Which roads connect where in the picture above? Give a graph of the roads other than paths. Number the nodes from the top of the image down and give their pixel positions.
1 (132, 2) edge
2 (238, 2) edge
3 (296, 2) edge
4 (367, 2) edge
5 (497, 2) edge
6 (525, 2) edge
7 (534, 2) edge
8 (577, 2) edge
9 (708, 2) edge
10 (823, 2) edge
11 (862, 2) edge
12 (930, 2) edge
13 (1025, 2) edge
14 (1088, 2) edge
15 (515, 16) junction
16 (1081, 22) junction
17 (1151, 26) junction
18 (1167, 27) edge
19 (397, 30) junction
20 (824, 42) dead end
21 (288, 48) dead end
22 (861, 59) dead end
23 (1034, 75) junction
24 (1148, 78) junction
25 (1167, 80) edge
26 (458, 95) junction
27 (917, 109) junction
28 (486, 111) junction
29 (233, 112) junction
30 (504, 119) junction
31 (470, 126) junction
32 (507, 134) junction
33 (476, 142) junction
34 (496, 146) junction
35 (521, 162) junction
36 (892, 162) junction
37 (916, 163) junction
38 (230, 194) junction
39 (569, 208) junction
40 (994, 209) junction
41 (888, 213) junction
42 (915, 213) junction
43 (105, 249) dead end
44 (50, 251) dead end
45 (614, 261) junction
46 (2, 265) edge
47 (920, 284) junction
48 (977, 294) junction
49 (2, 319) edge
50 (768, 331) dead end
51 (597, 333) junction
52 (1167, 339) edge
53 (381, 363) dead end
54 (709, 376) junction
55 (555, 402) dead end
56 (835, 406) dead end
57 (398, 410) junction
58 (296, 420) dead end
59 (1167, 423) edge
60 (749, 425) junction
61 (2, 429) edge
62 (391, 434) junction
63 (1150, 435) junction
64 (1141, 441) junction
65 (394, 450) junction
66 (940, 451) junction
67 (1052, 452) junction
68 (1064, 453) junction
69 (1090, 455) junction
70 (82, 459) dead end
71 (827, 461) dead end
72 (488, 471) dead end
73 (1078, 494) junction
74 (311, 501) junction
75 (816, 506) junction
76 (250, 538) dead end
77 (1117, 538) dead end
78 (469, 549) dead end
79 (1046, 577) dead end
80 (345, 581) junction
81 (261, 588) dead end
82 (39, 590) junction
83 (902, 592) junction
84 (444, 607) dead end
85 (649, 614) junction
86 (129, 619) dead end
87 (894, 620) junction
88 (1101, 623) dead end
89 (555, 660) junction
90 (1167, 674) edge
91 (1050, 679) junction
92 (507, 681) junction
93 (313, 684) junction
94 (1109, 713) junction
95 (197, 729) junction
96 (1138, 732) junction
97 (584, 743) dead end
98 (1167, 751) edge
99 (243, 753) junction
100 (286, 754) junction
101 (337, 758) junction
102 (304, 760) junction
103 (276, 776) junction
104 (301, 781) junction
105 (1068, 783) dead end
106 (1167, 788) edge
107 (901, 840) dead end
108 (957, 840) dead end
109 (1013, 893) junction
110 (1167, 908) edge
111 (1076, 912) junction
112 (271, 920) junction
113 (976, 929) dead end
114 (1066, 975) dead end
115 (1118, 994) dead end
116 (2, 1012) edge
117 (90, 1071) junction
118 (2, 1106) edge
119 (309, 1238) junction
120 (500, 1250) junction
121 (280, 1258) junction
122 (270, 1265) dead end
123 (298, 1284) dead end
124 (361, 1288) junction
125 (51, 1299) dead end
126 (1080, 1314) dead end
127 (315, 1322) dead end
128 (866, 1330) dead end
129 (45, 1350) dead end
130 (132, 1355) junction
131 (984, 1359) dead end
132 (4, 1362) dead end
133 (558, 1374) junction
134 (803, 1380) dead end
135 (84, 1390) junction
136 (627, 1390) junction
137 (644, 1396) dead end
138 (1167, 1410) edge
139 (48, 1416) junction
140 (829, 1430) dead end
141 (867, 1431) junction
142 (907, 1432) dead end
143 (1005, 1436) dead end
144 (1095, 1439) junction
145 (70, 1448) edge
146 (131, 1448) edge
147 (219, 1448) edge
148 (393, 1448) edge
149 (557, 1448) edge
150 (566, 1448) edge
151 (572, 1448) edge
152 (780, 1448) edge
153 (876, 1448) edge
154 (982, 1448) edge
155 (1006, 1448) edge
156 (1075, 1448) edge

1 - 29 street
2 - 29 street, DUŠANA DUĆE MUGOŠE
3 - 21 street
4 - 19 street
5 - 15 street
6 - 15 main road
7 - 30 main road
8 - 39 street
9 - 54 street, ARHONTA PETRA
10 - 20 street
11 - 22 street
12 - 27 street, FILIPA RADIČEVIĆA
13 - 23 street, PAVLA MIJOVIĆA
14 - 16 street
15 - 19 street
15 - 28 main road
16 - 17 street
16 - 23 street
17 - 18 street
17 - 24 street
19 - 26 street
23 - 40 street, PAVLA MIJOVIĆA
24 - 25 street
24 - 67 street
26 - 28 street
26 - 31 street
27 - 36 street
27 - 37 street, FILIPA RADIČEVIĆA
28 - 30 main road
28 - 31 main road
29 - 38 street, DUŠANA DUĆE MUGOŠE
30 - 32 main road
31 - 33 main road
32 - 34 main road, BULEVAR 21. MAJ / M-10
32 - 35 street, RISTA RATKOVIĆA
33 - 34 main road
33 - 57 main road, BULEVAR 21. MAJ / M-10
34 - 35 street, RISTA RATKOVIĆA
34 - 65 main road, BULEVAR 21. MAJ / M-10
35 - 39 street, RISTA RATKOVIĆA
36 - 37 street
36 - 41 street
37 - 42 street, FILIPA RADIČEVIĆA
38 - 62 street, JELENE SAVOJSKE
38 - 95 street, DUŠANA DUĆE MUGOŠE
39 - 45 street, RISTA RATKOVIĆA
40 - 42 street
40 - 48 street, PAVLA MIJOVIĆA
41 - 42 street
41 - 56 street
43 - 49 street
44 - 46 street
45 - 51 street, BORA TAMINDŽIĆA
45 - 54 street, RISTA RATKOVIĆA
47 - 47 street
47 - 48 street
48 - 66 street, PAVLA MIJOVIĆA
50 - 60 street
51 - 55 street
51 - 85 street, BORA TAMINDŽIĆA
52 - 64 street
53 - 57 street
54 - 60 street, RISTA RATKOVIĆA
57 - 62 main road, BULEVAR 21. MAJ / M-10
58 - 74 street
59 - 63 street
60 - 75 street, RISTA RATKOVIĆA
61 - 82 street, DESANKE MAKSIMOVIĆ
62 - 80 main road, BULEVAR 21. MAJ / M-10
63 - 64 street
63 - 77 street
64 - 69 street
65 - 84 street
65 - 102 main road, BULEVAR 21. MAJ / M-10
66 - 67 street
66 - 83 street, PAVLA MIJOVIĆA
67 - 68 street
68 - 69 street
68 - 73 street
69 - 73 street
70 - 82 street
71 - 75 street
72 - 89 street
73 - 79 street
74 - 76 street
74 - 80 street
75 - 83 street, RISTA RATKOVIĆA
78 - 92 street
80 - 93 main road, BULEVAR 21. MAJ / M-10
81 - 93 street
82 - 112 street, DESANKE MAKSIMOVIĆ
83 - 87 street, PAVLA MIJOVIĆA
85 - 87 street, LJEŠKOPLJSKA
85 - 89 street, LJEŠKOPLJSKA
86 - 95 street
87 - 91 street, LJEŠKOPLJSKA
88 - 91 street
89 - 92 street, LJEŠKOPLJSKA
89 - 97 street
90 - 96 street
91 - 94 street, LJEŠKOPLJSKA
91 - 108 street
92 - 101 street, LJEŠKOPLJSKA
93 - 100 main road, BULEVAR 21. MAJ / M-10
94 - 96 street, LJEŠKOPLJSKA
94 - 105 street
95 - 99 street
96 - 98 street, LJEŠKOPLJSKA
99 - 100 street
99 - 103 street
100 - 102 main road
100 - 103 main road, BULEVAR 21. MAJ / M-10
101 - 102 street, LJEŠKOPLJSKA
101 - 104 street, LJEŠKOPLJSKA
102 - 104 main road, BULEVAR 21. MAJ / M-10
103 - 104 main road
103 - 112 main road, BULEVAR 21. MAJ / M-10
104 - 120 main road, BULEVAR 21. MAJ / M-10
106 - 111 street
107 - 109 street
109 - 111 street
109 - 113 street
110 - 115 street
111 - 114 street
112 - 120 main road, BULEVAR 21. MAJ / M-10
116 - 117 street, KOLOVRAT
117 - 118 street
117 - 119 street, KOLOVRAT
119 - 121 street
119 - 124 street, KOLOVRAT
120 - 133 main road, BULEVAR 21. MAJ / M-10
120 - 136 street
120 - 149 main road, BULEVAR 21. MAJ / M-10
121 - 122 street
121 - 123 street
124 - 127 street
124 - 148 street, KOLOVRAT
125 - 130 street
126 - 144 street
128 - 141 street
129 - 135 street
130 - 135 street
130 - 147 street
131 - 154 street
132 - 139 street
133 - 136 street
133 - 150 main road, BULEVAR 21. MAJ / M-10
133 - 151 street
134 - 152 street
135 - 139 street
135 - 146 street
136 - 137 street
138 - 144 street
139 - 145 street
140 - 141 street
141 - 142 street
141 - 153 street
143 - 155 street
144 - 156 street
--------------------
- **WHAT IS BEING ASKED**
Search the records for the string "KOLOVRAT", and copy every line that holds it.

- **FINISHED TASK**
116 - 117 street, KOLOVRAT
117 - 119 street, KOLOVRAT
119 - 124 street, KOLOVRAT
124 - 148 street, KOLOVRAT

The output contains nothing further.